Now, 50 years later, he's still picking, not grapes but notes, as a String Bass
Player with one of the World's most prestigious orchestras, The Pacific Symphony
in Orange County, Ca. He still uses his strong, flexible hands to help create
some of the most beautiful music ever heard.
Andy's passion has always been music and he had the natural talent and got the
education to develop it into a profession, even though his father advised him
"to forget it and go into business."
He has come a long way from the fields, thanks to his encouraging mother, who
was a piano player; an older sister, who was a concert pianist; another, a band
conductor; yet another, a piano player, and his brother, a tenor sax musician
for the popular valley rock band, "The Rhythm Kings." (Even his retired school
teacher wife, Lynn, played trumpet.) You might say Andy had (and has) the music
in and around him.
Ironically, he chose String Bass because "it was something no one else in my
family played," said the Huntington Beach resident, who first learned about it
in a "Beginning Strings" class at Delano Union High School in 1957.
Upon graduation, as he developed his musical skills, Andy still picked grapes
when he could. He went to Bakersfield Junior College, then on to UCLA, where he
earned a degree in music (1968), and received his Teaching Credential from Cal
State Northridge.
While still in college, Andy's smooth ability stood out and he won a scholarship
to the famous "Congress of Strings" at Michigan State.
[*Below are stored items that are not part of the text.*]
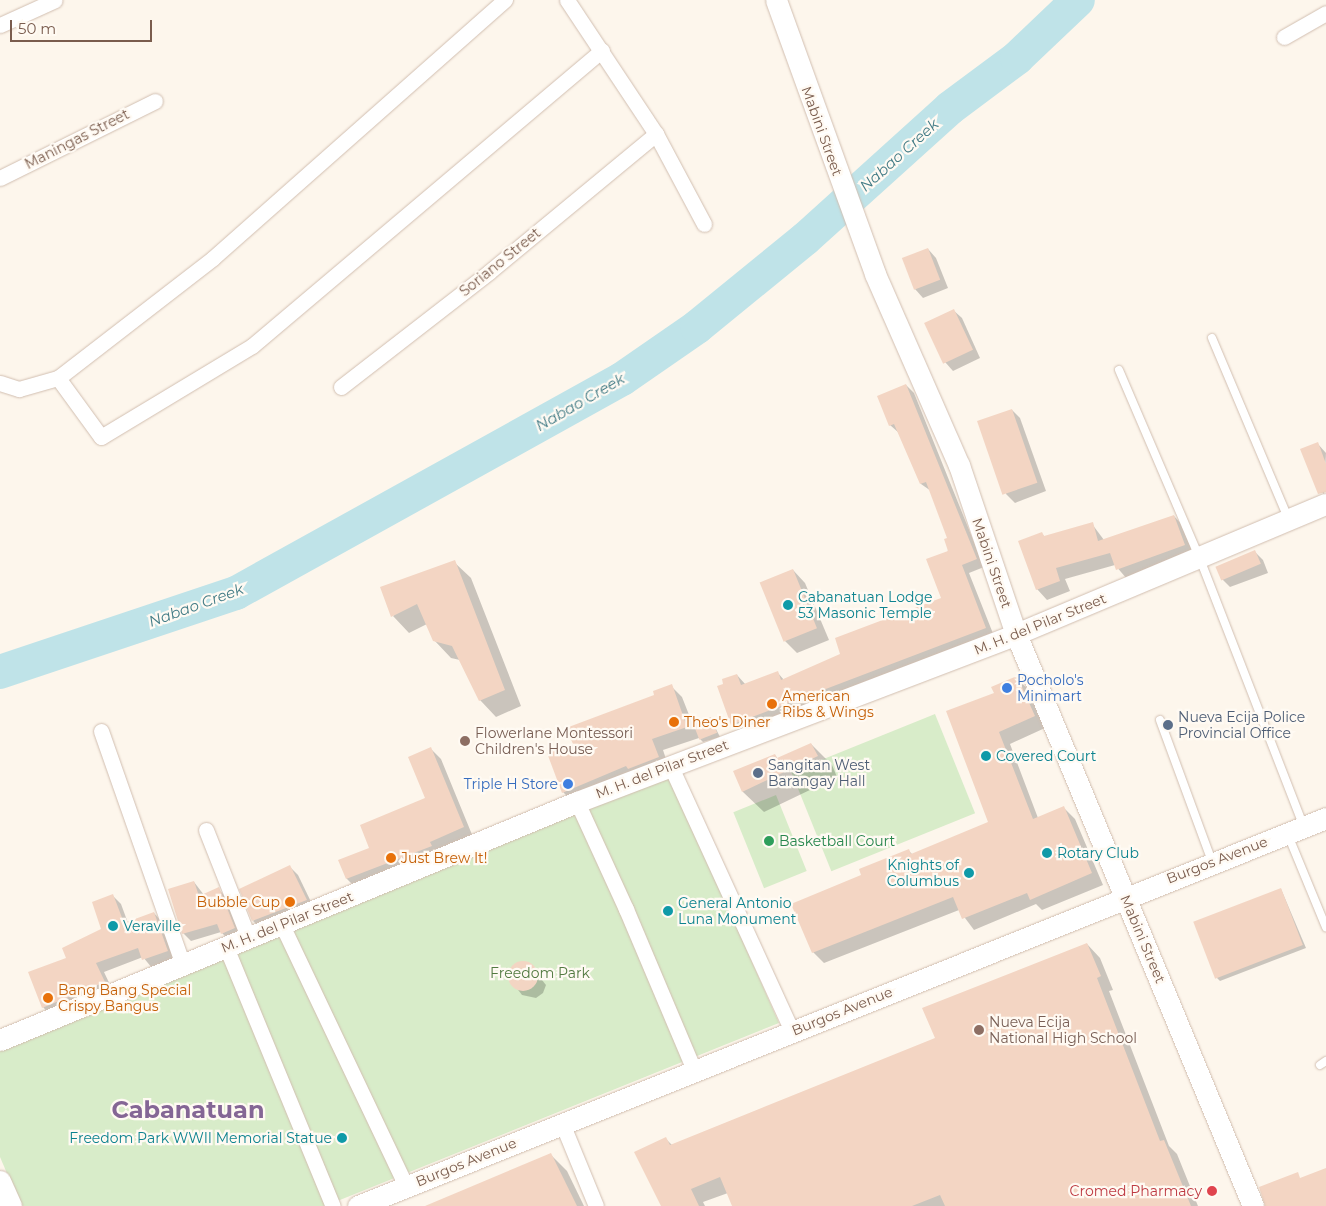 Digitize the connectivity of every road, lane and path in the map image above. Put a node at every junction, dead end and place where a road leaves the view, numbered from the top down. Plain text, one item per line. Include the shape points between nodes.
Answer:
1 (55, 0) edge
2 (504, 0) edge
3 (567, 0) edge
4 (776, 0) edge
5 (1326, 13) edge
6 (0, 25) edge
7 (1284, 37) dead end
8 (602, 50) junction
9 (155, 101) dead end
10 (656, 134) junction
11 (0, 178) edge
12 (704, 224) dead end
13 (1212, 338) dead end
14 (1119, 370) dead end
15 (58, 378) junction
16 (0, 383) edge
17 (341, 387) dead end
18 (1326, 504) edge
19 (1289, 520) junction
20 (1200, 559) junction
21 (1016, 634) junction
22 (1160, 720) dead end
23 (101, 731) dead end
24 (671, 767) junction
25 (577, 802) junction
26 (1326, 818) edge
27 (206, 830) dead end
28 (1296, 830) junction
29 (1212, 863) junction
30 (1125, 896) junction
31 (282, 925) junction
32 (1326, 928) edge
33 (248, 938) junction
34 (226, 947) junction
35 (183, 965) junction
36 (792, 1031) junction
37 (0, 1040) edge
38 (694, 1070) junction
39 (564, 1128) dead end
40 (0, 1181) edge
41 (406, 1186) junction
42 (11, 1206) edge
43 (333, 1206) edge
44 (358, 1206) edge
45 (596, 1206) edge
46 (1253, 1206) edge

1 - 6 street
2 - 15 street via 213,258
3 - 8 street
4 - 21 main road, Mabini Street via 875,274 959,465
5 - 7 street
8 - 10 street
8 - 15 street via 252,346 236,356 101,437
9 - 11 street, Maningas Street
10 - 12 street
10 - 17 street, Soriano Street via 489,272
13 - 19 lane
14 - 20 lane
15 - 16 street via 19,389
18 - 19 main road, M. H. del Pilar Street
19 - 20 main road, M. H. del Pilar Street
20 - 21 main road, M. H. del Pilar Street
20 - 28 lane
21 - 24 main road, M. H. del Pilar Street
21 - 30 main road, Mabini Street
22 - 29 lane
23 - 35 street
24 - 25 main road, M. H. del Pilar Street
24 - 36 street
25 - 31 main road, M. H. del Pilar Street
25 - 38 street
26 - 28 main road, Burgos Avenue
27 - 33 street
28 - 29 main road, Burgos Avenue
28 - 32 lane
29 - 30 main road, Burgos Avenue
30 - 36 main road, Burgos Avenue
30 - 46 main road, Mabini Street
31 - 33 main road, M. H. del Pilar Street
31 - 41 street
33 - 34 main road, M. H. del Pilar Street
34 - 35 main road, M. H. del Pilar Street
34 - 43 street
35 - 37 main road, M. H. del Pilar Street
36 - 38 main road, Burgos Avenue
38 - 41 main road, Burgos Avenue
39 - 45 street
40 - 42 main road
41 - 44 main road, Burgos Avenue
He interned at Los Angeles City Schools, taught at San Fernando High and other
institutions. From 1977-1981, Andy was Orchestra Director at Pasadena High and
John Muir High. From 1981 until his retirement in 2005, he taught music in the
Garden Grove Unified School District.
For the past 30 years, Andy has played his bass in the prestigious Pacific
Symphony. "I'm a small part of a big orchestra of really talented musicians,"
said the humble entertainer. "It's a joy just helping them create beautiful
sounds."
Watching Andy and his incredible peers perform flawlessly with the great Duke
Ellington Orchestra recently in the Renee and Henry Segerstrom Concert Hall is a
memorable experience. The last number was the classic, "It Don't Mean a Thing
(If It Ain't Got That Swing)." Andy and the other pros definitely "got the
swing," and thanks to Conductor Carl St. Clair's direction, "it's a thing" we'll
never forget!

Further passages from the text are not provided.